» **Information shown**:

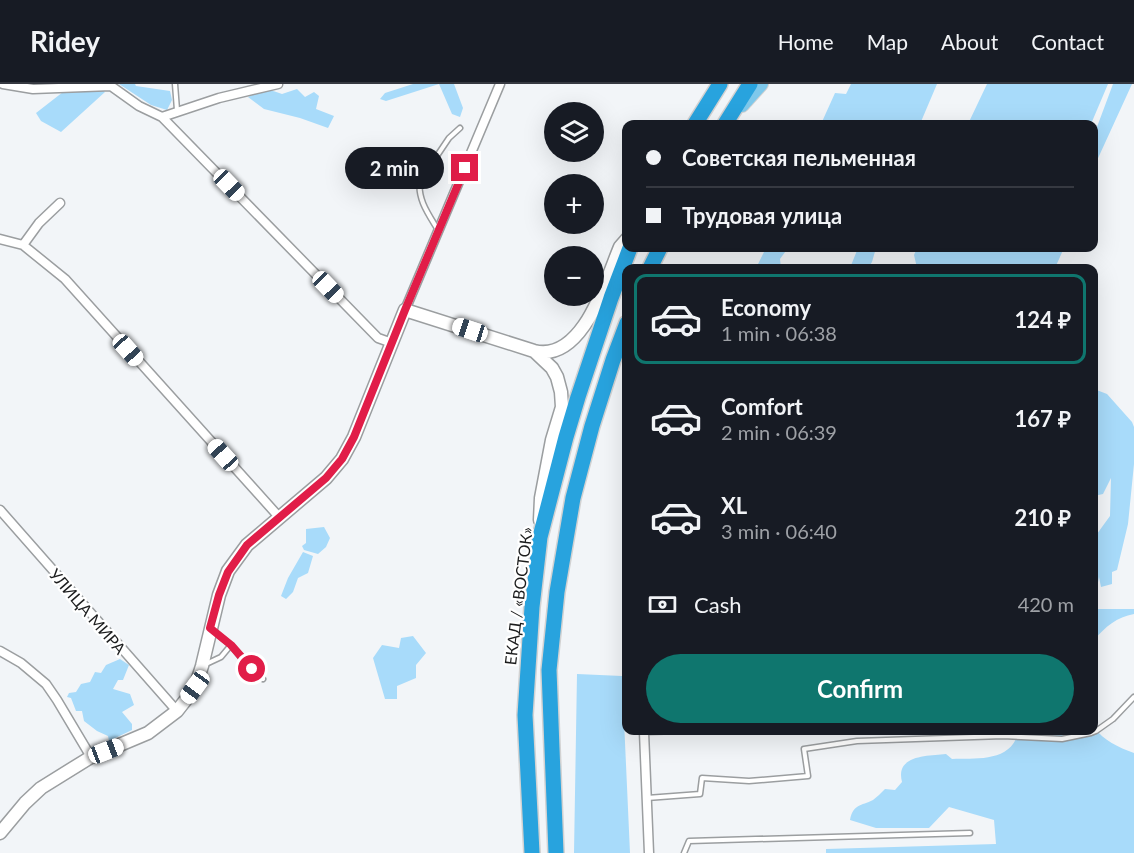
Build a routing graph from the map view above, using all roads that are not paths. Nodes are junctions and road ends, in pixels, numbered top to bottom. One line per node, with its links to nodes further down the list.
1 (3, 84): 9 (street)
2 (175, 84): 8 (lane)
3 (278, 84): 8 (street)
4 (500, 84): 15 (street)
5 (720, 84): 10 (highway)
6 (750, 84): 11 (highway)
7 (761, 84): 12 (main road)
8 (178, 112): 9 (street)
9 (162, 117): 22 (street)
10 (698, 120)
11 (727, 120)
12 (728, 120)
13 (460, 128): 15 (lane)
14 (60, 203): 17 (street)
15 (439, 230): 20 (street)
16 (0, 240): 17 (street)
17 (23, 245): 25 (street)
18 (622, 245): 23 (main road)
19 (622, 269): 26 (highway, ЕКАД / «ВОСТОК»)
20 (405, 310): 22 (main road); 23 (main road)
21 (622, 336): 42 (highway)
22 (392, 343): 25 (main road)
23 (534, 351): 26 (main road)
24 (0, 510): 33 (street, УЛИЦА МИРА)
25 (280, 518): 27 (main road)
26 (540, 537): 41 (highway, ЕКАД / «ВОСТОК»)
27 (210, 628): 28 (lane); 30 (main road)
28 (231, 645): 30 (lane); 31 (lane)
29 (0, 651): 37 (street)
30 (202, 666): 33 (main road)
31 (263, 679)
32 (1134, 697): 34 (lane)
33 (177, 711): 37 (main road)
34 (1098, 729)
35 (644, 735): 38 (street)
36 (1081, 735): 38 (lane)
37 (91, 757): 39 (main road)
38 (646, 798): 43 (street)
39 (0, 833)
40 (970, 833): 44 (lane)
41 (532, 853)
42 (556, 853)
43 (649, 853)
44 (684, 853)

» **Directions for this task**: Give the records a second time exactly, keeping the images out.

» **Response to this task**:
Build a routing graph from the map view above, using all roads that are not paths. Nodes are junctions and road ends, in pixels, numbered top to bottom. One line per node, with its links to nodes further down the list.
1 (3, 84): 9 (street)
2 (175, 84): 8 (lane)
3 (278, 84): 8 (street)
4 (500, 84): 15 (street)
5 (720, 84): 10 (highway)
6 (750, 84): 11 (highway)
7 (761, 84): 12 (main road)
8 (178, 112): 9 (street)
9 (162, 117): 22 (street)
10 (698, 120)
11 (727, 120)
12 (728, 120)
13 (460, 128): 15 (lane)
14 (60, 203): 17 (street)
15 (439, 230): 20 (street)
16 (0, 240): 17 (street)
17 (23, 245): 25 (street)
18 (622, 245): 23 (main road)
19 (622, 269): 26 (highway, ЕКАД / «ВОСТОК»)
20 (405, 310): 22 (main road); 23 (main road)
21 (622, 336): 42 (highway)
22 (392, 343): 25 (main road)
23 (534, 351): 26 (main road)
24 (0, 510): 33 (street, УЛИЦА МИРА)
25 (280, 518): 27 (main road)
26 (540, 537): 41 (highway, ЕКАД / «ВОСТОК»)
27 (210, 628): 28 (lane); 30 (main road)
28 (231, 645): 30 (lane); 31 (lane)
29 (0, 651): 37 (street)
30 (202, 666): 33 (main road)
31 (263, 679)
32 (1134, 697): 34 (lane)
33 (177, 711): 37 (main road)
34 (1098, 729)
35 (644, 735): 38 (street)
36 (1081, 735): 38 (lane)
37 (91, 757): 39 (main road)
38 (646, 798): 43 (street)
39 (0, 833)
40 (970, 833): 44 (lane)
41 (532, 853)
42 (556, 853)
43 (649, 853)
44 (684, 853)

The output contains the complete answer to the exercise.